> EXERCISE
Apart from the pictures, every line below is to be set down exactly.

> DATA FOR PROCESSING
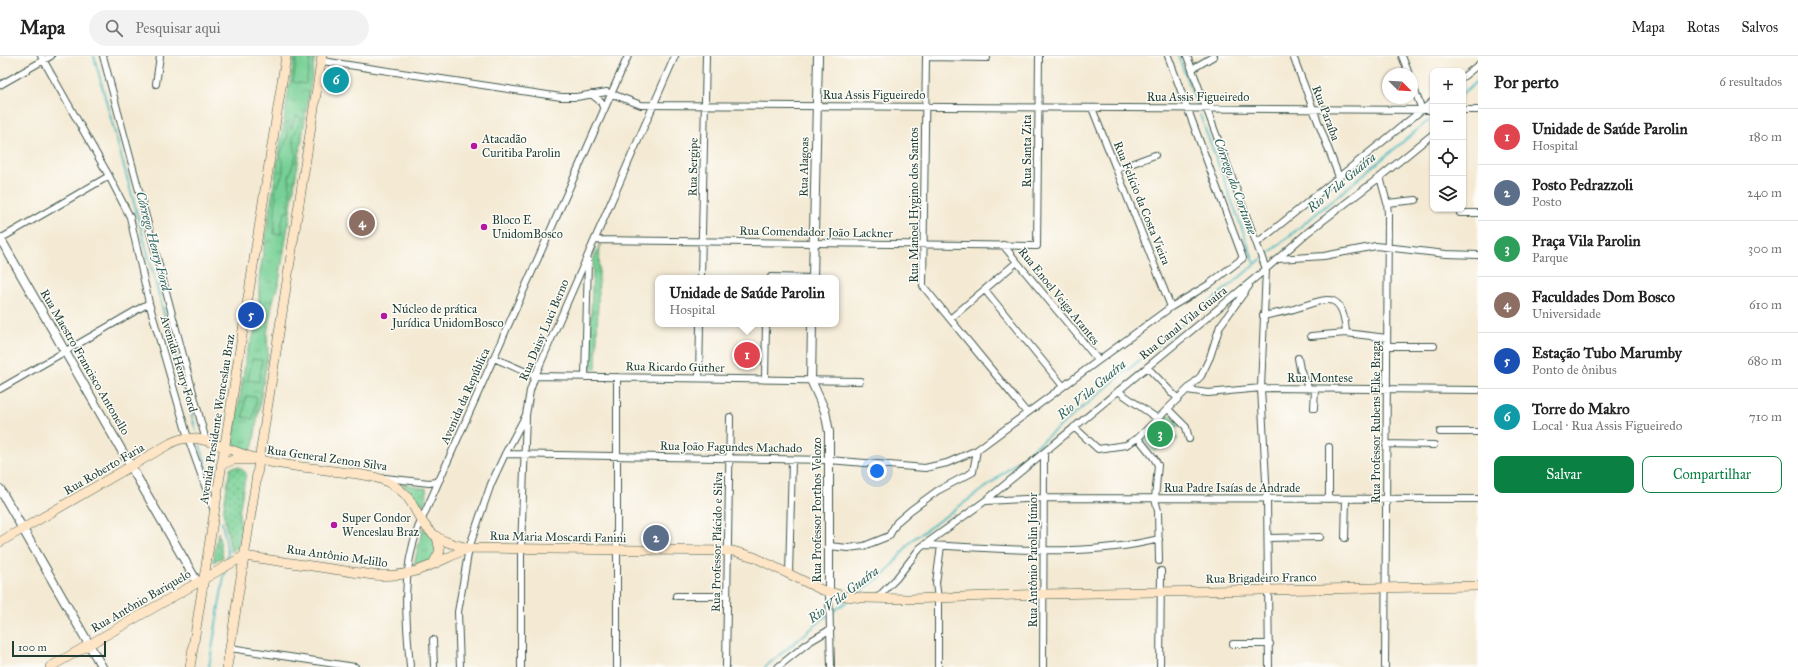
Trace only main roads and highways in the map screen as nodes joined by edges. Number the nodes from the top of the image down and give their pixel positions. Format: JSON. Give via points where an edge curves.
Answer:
{"nodes":[{"id":1,"x":286,"y":56,"type":"edge"},
{"id":2,"x":322,"y":58,"type":"edge"},
{"id":3,"x":224,"y":447,"type":"junction"},
{"id":4,"x":259,"y":460,"type":"junction"},
{"id":5,"x":222,"y":465,"type":"junction"},
{"id":6,"x":379,"y":478,"type":"joint"},
{"id":7,"x":437,"y":537,"type":"junction"},
{"id":8,"x":0,"y":542,"type":"edge"},
{"id":9,"x":469,"y":548,"type":"junction"},
{"id":10,"x":244,"y":556,"type":"junction"},
{"id":11,"x":433,"y":564,"type":"junction"},
{"id":12,"x":201,"y":580,"type":"junction"},
{"id":13,"x":1478,"y":586,"type":"edge"},
{"id":14,"x":830,"y":592,"type":"joint"},
{"id":15,"x":50,"y":667,"type":"edge"},
{"id":16,"x":190,"y":667,"type":"edge"},
{"id":17,"x":227,"y":667,"type":"edge"}],
"edges":[{"from":1,"to":3,"type":"main road","name":"Avenida Presidente Wenceslau Braz"},
{"from":2,"to":4,"type":"main road"},
{"from":3,"to":4,"type":"main road","name":"Rua General Zenon Silva"},
{"from":3,"to":5,"type":"main road","name":"Avenida Presidente Wenceslau Braz"},
{"from":3,"to":8,"type":"main road","name":"Rua Roberto Faria","via":[[188,438],[176,441]]},
{"from":4,"to":5,"type":"main road","via":[[234,460]]},
{"from":4,"to":6,"type":"main road","name":"Rua General Zenon Silva"},
{"from":4,"to":10,"type":"main road"},
{"from":5,"to":12,"type":"main road","name":"Avenida Presidente Wenceslau Braz"},
{"from":6,"to":7,"type":"main road","name":"Rua Maria Moscardi Fanini","via":[[406,493],[421,520]]},
{"from":7,"to":9,"type":"main road","name":"Rua Maria Moscardi Fanini"},
{"from":7,"to":11,"type":"main road","via":[[440,551]]},
{"from":9,"to":11,"type":"main road","name":"Rua Antônio Melillo"},
{"from":9,"to":14,"type":"main road","name":"Rua Maria Moscardi Fanini","via":[[740,552],[813,587]]},
{"from":10,"to":11,"type":"main road","name":"Rua Antônio Melillo","via":[[373,575],[406,575]]},
{"from":10,"to":12,"type":"main road","name":"Rua Antônio Bariquelo"},
{"from":10,"to":17,"type":"main road"},
{"from":12,"to":15,"type":"main road","name":"Rua Antônio Bariquelo"},
{"from":12,"to":16,"type":"main road","name":"Avenida Presidente Wenceslau Braz"},
{"from":13,"to":14,"type":"main road","name":"Rua Brigadeiro Franco","via":[[1044,594],[1006,591],[937,596],[909,594],[882,598],[845,596]]}]}
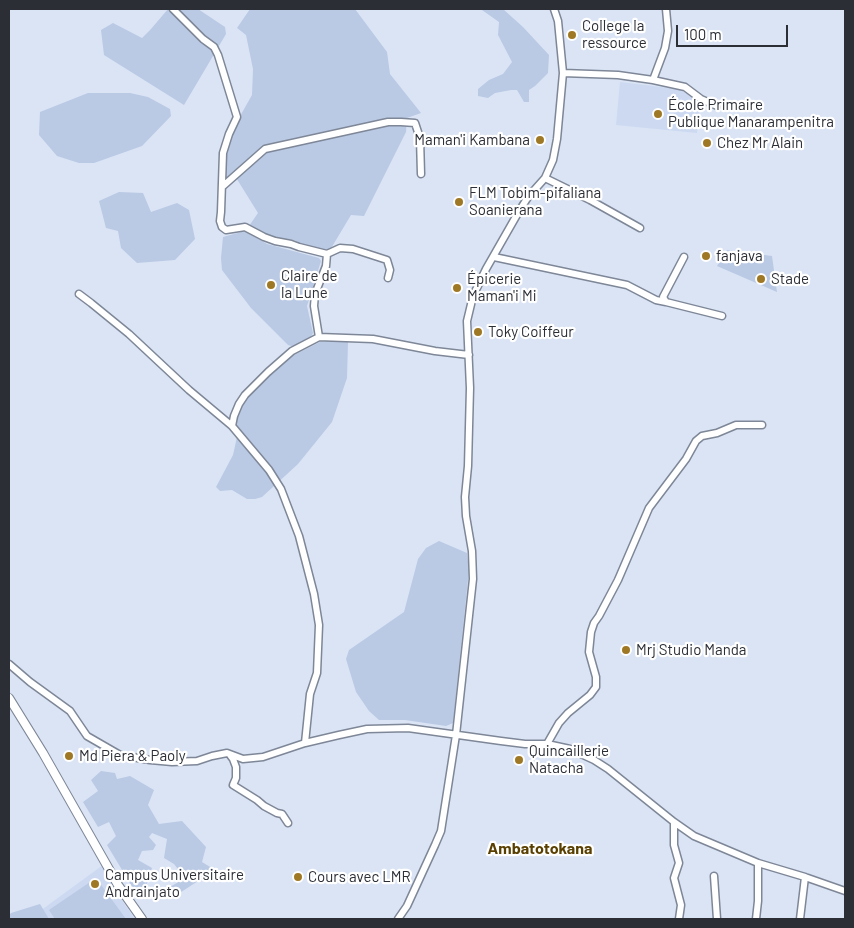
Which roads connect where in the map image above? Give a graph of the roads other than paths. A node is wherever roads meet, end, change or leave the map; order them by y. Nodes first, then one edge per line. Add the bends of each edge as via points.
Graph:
1 (173, 9) edge
2 (554, 9) edge
3 (666, 9) edge
4 (563, 73) junction
5 (653, 80) junction
6 (717, 106) dead end
7 (421, 174) dead end
8 (545, 178) junction
9 (222, 187) junction
10 (640, 228) dead end
11 (327, 254) junction
12 (494, 257) junction
13 (684, 257) dead end
14 (388, 278) dead end
15 (79, 294) dead end
16 (666, 302) junction
17 (722, 316) dead end
18 (319, 337) junction
19 (469, 355) junction
20 (232, 426) junction
21 (762, 426) dead end
22 (9, 664) edge
23 (9, 698) edge
24 (456, 735) junction
25 (305, 743) junction
26 (547, 744) junction
27 (227, 753) junction
28 (674, 822) junction
29 (288, 823) dead end
30 (758, 863) junction
31 (714, 876) dead end
32 (805, 877) junction
33 (845, 891) edge
34 (142, 919) edge
35 (398, 919) edge
36 (679, 919) edge
37 (717, 919) edge
38 (756, 919) edge
39 (800, 919) edge

1 - 9 street via 214,47 223,67 237,118 224,153
2 - 4 street
3 - 5 street via 668,32
4 - 5 street
4 - 8 street via 557,139
5 - 6 street via 685,87
7 - 9 street via 420,138 415,123 388,122 265,149
8 - 10 street
8 - 12 street via 528,197
9 - 11 street via 220,221 226,230 245,227 274,241
11 - 14 street via 340,248 353,249 387,260
11 - 18 street via 315,294
12 - 16 street via 627,285
12 - 19 street via 473,296 467,321
13 - 16 street via 663,297
15 - 20 street
16 - 17 street
18 - 19 street via 373,339
18 - 20 street via 292,351 268,372 239,404
19 - 24 street via 465,497 473,579
20 - 25 street via 281,489 311,578 319,625 317,673 310,694
21 - 26 street via 736,425 702,436 648,508 618,580 591,632 589,652 596,687 559,723
22 - 27 street via 70,711 87,736 120,755 172,762 197,761
23 - 34 street via 118,885
24 - 25 street via 408,728 367,730
24 - 26 street
24 - 35 street via 441,831
25 - 27 street via 243,759
26 - 28 street via 570,749 594,760
27 - 29 street via 236,767 233,785 282,814
28 - 30 street via 694,836
28 - 36 street via 678,863 674,878 681,905
30 - 32 street
30 - 38 street
31 - 37 street
32 - 33 street
32 - 39 street

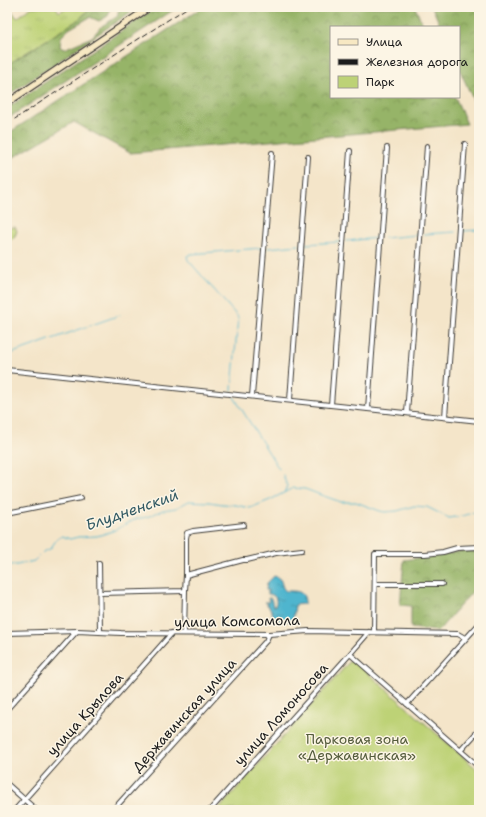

> TASK OUTPUT
Trace only main roads and highways in the map screen as nodes joined by edges. Number the nodes from the top of the image down and give their pixel positions. Format: JSON. Give via points where an edge curves.
Answer:
{"nodes":[{"id":1,"x":286,"y":56,"type":"edge"},
{"id":2,"x":322,"y":58,"type":"edge"},
{"id":3,"x":224,"y":447,"type":"junction"},
{"id":4,"x":259,"y":460,"type":"junction"},
{"id":5,"x":222,"y":465,"type":"junction"},
{"id":6,"x":379,"y":478,"type":"joint"},
{"id":7,"x":437,"y":537,"type":"junction"},
{"id":8,"x":0,"y":542,"type":"edge"},
{"id":9,"x":469,"y":548,"type":"junction"},
{"id":10,"x":244,"y":556,"type":"junction"},
{"id":11,"x":433,"y":564,"type":"junction"},
{"id":12,"x":201,"y":580,"type":"junction"},
{"id":13,"x":1478,"y":586,"type":"edge"},
{"id":14,"x":830,"y":592,"type":"joint"},
{"id":15,"x":50,"y":667,"type":"edge"},
{"id":16,"x":190,"y":667,"type":"edge"},
{"id":17,"x":227,"y":667,"type":"edge"}],
"edges":[{"from":1,"to":3,"type":"main road","name":"Avenida Presidente Wenceslau Braz"},
{"from":2,"to":4,"type":"main road"},
{"from":3,"to":4,"type":"main road","name":"Rua General Zenon Silva"},
{"from":3,"to":5,"type":"main road","name":"Avenida Presidente Wenceslau Braz"},
{"from":3,"to":8,"type":"main road","name":"Rua Roberto Faria","via":[[188,438],[176,441]]},
{"from":4,"to":5,"type":"main road","via":[[234,460]]},
{"from":4,"to":6,"type":"main road","name":"Rua General Zenon Silva"},
{"from":4,"to":10,"type":"main road"},
{"from":5,"to":12,"type":"main road","name":"Avenida Presidente Wenceslau Braz"},
{"from":6,"to":7,"type":"main road","name":"Rua Maria Moscardi Fanini","via":[[406,493],[421,520]]},
{"from":7,"to":9,"type":"main road","name":"Rua Maria Moscardi Fanini"},
{"from":7,"to":11,"type":"main road","via":[[440,551]]},
{"from":9,"to":11,"type":"main road","name":"Rua Antônio Melillo"},
{"from":9,"to":14,"type":"main road","name":"Rua Maria Moscardi Fanini","via":[[740,552],[813,587]]},
{"from":10,"to":11,"type":"main road","name":"Rua Antônio Melillo","via":[[373,575],[406,575]]},
{"from":10,"to":12,"type":"main road","name":"Rua Antônio Bariquelo"},
{"from":10,"to":17,"type":"main road"},
{"from":12,"to":15,"type":"main road","name":"Rua Antônio Bariquelo"},
{"from":12,"to":16,"type":"main road","name":"Avenida Presidente Wenceslau Braz"},
{"from":13,"to":14,"type":"main road","name":"Rua Brigadeiro Franco","via":[[1044,594],[1006,591],[937,596],[909,594],[882,598],[845,596]]}]}
Which roads connect where in the map image above? Give a graph of the roads other than paths. A node is wherever roads meet, end, change or leave the map; order them by y. Nodes first, then one edge per line. Add the bends of each edge as via points.
Graph:
1 (173, 9) edge
2 (554, 9) edge
3 (666, 9) edge
4 (563, 73) junction
5 (653, 80) junction
6 (717, 106) dead end
7 (421, 174) dead end
8 (545, 178) junction
9 (222, 187) junction
10 (640, 228) dead end
11 (327, 254) junction
12 (494, 257) junction
13 (684, 257) dead end
14 (388, 278) dead end
15 (79, 294) dead end
16 (666, 302) junction
17 (722, 316) dead end
18 (319, 337) junction
19 (469, 355) junction
20 (232, 426) junction
21 (762, 426) dead end
22 (9, 664) edge
23 (9, 698) edge
24 (456, 735) junction
25 (305, 743) junction
26 (547, 744) junction
27 (227, 753) junction
28 (674, 822) junction
29 (288, 823) dead end
30 (758, 863) junction
31 (714, 876) dead end
32 (805, 877) junction
33 (845, 891) edge
34 (142, 919) edge
35 (398, 919) edge
36 (679, 919) edge
37 (717, 919) edge
38 (756, 919) edge
39 (800, 919) edge

1 - 9 street via 214,47 223,67 237,118 224,153
2 - 4 street
3 - 5 street via 668,32
4 - 5 street
4 - 8 street via 557,139
5 - 6 street via 685,87
7 - 9 street via 420,138 415,123 388,122 265,149
8 - 10 street
8 - 12 street via 528,197
9 - 11 street via 220,221 226,230 245,227 274,241
11 - 14 street via 340,248 353,249 387,260
11 - 18 street via 315,294
12 - 16 street via 627,285
12 - 19 street via 473,296 467,321
13 - 16 street via 663,297
15 - 20 street
16 - 17 street
18 - 19 street via 373,339
18 - 20 street via 292,351 268,372 239,404
19 - 24 street via 465,497 473,579
20 - 25 street via 281,489 311,578 319,625 317,673 310,694
21 - 26 street via 736,425 702,436 648,508 618,580 591,632 589,652 596,687 559,723
22 - 27 street via 70,711 87,736 120,755 172,762 197,761
23 - 34 street via 118,885
24 - 25 street via 408,728 367,730
24 - 26 street
24 - 35 street via 441,831
25 - 27 street via 243,759
26 - 28 street via 570,749 594,760
27 - 29 street via 236,767 233,785 282,814
28 - 30 street via 694,836
28 - 36 street via 678,863 674,878 681,905
30 - 32 street
30 - 38 street
31 - 37 street
32 - 33 street
32 - 39 street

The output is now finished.